Hearst est le dernier centre divisionnaire à être créé entre Cochrane et Winnipeg et c’est ici que les anciennes coutumes confrontent continuellement l’industrie moderne. Hearst se trouve à 130 milles à l’ouest de Cochrane, qui est le carrefour ferroviaire des chemins de fer Transcontinental et Timiskaming and Northern Ontario — c’est la seule communauté organisée depuis Cochrane. D’autres communautés auraient pu être créées si le gouvernement ontarien avait voulu, mais celui-ci a constamment refusé. 

Le terrain s’étend par niveau comme les prairies. Ici on retrouve des bouleaux et des peupliers, ce qui signifie un terrain élevé et sec ; là, un mur de pins gris dénote un terrain sablonneux où les ingénieurs du chemin de fer prennent le ballast nécessaire (gravier) afin de former une base solide pour les rails et les traverses ; et finalement une verdure épaisse d’épinettes dans un terreau profond qui représente le meilleur sol possible, mais le plus difficile à défricher. Sur la distance de 130 milles, environ 100 milles se trouvent à être du bon sol arable. Les marécages ne sont pas fréquents. 

La plupart des villages dans le Nord de l’Ontario ont été construits trop rapidement au début, mais à Hearst, c’est le contraire : l’un des contracteurs a un traitement de salaire de 60 000 $, mais il n’y a pas de banque. Pour qu’une entreprise locale se développe, le propriétaire doit constamment avoir assez de monnaie courante pour encaisser les chèques des travailleurs. Il n’y a pas de magasin pour l’ameublement, mais un homme d’affaires de North Bay vient tout juste de commencer à ériger une quincaillerie. On construit présentement deux hôtels à Hearst, mais le besoin existait déjà depuis un certain temps. 

Il est difficile de prédire l’avenir de Hearst après le départ des deux-mille hommes employés pour la construction des chemins de fer ; le village devra se débrouiller par ses propres moyens. Il est certain que Hearst sera un centre d’agriculture, mais on sait que les communautés agricoles grandissent lentement. 

À l’ouest de Hearst se trouvent environ 100 milles carrés de terrain presque dénudé d’arbres dû à un feu de forêt antérieur. Le terrain est presque aussi facile à défricher que celui des prairies de l’Ouest.

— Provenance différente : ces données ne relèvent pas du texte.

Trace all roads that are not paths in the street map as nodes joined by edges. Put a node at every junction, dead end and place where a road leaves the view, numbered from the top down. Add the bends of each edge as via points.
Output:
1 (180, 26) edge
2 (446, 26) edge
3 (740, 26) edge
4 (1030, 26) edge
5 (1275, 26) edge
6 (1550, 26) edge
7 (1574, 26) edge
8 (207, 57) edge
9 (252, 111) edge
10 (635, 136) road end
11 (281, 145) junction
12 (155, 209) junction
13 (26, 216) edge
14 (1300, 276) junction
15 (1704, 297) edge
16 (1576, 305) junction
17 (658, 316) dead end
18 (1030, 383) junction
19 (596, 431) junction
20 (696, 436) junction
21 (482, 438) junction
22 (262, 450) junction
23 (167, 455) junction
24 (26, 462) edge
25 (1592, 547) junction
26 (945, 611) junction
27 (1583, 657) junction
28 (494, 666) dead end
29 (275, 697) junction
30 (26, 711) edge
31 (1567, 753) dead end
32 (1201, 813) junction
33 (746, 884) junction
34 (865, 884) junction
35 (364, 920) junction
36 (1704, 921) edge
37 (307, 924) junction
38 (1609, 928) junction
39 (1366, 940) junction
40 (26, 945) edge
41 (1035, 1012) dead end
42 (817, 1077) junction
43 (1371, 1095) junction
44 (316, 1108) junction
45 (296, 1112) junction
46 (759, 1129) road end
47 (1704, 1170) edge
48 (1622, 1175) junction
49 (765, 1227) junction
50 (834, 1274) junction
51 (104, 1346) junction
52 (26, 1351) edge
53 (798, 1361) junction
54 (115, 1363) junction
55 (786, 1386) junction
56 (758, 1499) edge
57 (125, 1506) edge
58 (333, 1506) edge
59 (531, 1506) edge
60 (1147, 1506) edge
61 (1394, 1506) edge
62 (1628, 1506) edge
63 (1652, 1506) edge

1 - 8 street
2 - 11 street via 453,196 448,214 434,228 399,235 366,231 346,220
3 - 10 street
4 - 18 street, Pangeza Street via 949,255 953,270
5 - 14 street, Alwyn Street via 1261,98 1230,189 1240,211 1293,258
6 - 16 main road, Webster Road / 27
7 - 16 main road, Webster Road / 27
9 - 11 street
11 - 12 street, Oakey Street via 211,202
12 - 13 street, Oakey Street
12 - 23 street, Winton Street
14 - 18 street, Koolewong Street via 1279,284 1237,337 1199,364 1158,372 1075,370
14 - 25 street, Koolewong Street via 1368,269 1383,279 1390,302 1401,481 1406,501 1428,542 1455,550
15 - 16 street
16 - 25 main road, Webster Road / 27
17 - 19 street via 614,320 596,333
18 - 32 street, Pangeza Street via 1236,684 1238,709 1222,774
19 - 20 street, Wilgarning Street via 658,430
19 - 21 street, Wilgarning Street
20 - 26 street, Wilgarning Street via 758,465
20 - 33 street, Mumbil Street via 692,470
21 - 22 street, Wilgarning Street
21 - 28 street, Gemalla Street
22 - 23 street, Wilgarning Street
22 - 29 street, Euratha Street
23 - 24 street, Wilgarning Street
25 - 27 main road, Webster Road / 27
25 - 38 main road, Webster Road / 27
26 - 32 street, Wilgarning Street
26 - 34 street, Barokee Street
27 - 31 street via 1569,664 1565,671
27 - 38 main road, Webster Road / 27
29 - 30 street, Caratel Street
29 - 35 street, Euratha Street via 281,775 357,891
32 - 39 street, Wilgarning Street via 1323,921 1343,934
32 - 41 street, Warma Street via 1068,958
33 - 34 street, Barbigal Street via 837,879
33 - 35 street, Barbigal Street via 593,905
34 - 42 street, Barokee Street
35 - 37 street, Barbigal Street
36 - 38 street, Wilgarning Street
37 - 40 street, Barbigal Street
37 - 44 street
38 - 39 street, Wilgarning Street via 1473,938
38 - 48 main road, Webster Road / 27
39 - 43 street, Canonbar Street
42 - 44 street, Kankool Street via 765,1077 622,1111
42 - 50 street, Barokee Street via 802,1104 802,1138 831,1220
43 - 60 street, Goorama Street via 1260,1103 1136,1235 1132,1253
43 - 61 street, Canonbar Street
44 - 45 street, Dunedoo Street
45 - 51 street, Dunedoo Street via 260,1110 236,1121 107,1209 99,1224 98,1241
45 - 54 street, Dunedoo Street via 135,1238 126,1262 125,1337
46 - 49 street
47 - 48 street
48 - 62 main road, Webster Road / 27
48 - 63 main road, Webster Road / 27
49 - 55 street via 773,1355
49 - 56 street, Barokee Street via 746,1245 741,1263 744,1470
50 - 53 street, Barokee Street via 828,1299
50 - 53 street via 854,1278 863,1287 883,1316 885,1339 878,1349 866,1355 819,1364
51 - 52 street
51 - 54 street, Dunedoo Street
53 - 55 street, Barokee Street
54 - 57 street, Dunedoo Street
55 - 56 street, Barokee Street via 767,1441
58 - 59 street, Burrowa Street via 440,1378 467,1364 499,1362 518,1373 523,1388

Le gouvernement ontarien aménage présentement quatre cantons le long de la rivière Nagagami, une des meilleures rivières pour la pêche à la truite mouchetée dans le Nord et il y a déjà eu plusieurs demandes d’information pour des fermes. 

Hearst sera aussi un carrefour ferroviaire pour le chemin de fer Algoma Central qui offrira un lien de 200 milles entre le chemin de fer Transcontinental et le lac Supérieur tout en traversant les chemins de fer Canadien Pacific et Canadian Northern. Le charbon coutera moins cher à Hearst qu’à North Bay parce qu’il peut être transporté à partir du lac Érié jusqu’à Michipicoten pour 40 cents la tonne et peut-être ensuite dirigé au Transcontinental par chemin de fer. Ceci s’applique aussi à l’acier et aux autres produits qui sont moins dépendants de la rapidité du transport. L’Algoma Central possède aussi une chartre qui lui permet de continuer son parcours jusqu’à la baie James, mais ceci est fort improbable en ce moment. 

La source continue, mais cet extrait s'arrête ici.